Exercise prompt:
Return, from the listing below, every line that includes "down".

Input data:
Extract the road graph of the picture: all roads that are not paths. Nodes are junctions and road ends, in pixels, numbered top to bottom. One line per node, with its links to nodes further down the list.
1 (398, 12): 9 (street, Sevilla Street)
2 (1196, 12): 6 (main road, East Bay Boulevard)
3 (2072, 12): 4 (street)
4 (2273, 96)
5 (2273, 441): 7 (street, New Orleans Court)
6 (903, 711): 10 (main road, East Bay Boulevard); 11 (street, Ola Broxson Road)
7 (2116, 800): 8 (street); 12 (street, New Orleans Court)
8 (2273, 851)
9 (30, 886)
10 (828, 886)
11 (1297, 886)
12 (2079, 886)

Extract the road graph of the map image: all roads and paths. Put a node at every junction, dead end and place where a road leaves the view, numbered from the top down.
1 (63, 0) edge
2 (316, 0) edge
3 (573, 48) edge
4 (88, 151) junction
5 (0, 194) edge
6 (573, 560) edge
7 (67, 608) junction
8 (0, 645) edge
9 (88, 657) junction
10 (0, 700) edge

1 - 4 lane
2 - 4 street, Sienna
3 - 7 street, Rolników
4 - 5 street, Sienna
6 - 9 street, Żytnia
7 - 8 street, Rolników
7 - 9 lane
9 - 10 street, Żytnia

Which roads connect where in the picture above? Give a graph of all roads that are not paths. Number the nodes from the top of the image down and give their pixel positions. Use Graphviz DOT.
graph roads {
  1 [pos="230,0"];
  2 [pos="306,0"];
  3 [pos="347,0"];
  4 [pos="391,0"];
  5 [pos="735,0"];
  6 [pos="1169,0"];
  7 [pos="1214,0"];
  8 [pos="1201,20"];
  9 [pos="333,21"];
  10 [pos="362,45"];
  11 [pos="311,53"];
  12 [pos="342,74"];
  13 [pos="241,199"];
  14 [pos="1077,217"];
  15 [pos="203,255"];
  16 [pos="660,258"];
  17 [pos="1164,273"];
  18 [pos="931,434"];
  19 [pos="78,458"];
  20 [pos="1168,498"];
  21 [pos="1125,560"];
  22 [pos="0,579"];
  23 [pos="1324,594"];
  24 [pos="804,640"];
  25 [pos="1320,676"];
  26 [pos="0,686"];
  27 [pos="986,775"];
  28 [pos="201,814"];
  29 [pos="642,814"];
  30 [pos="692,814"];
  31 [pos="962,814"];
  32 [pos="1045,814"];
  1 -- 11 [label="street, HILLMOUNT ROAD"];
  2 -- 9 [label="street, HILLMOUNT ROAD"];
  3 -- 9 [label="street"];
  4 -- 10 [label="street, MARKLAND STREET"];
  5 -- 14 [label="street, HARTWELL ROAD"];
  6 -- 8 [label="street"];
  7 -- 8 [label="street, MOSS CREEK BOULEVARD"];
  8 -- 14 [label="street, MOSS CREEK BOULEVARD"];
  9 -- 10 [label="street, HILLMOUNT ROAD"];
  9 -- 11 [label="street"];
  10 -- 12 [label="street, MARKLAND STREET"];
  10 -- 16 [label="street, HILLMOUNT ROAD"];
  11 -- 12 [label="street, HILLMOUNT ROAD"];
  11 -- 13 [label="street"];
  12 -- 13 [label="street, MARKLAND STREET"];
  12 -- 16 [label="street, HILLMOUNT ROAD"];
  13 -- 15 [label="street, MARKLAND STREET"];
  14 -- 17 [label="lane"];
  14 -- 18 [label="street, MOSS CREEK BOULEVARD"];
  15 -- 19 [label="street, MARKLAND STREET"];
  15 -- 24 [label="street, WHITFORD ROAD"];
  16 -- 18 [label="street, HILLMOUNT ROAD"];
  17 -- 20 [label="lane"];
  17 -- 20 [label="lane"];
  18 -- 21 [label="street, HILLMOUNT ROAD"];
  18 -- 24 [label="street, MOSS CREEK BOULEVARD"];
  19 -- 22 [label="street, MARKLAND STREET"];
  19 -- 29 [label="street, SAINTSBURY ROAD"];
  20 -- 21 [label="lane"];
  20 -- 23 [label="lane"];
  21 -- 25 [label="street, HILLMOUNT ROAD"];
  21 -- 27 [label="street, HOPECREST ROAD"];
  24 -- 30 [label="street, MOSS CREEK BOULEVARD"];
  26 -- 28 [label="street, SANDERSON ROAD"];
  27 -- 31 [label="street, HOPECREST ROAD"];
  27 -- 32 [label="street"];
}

Answer space:
Extract the road graph of the picture: all roads that are not paths. Nodes are junctions and road ends, in pixels, numbered top to bottom. One line per node, with its links to nodes further down the list.
Extract the road graph of the map image: all roads and paths. Put a node at every junction, dead end and place where a road leaves the view, numbered from the top down.
Which roads connect where in the picture above? Give a graph of all roads that are not paths. Number the nodes from the top of the image down and give their pixel positions. Use Graphviz DOT.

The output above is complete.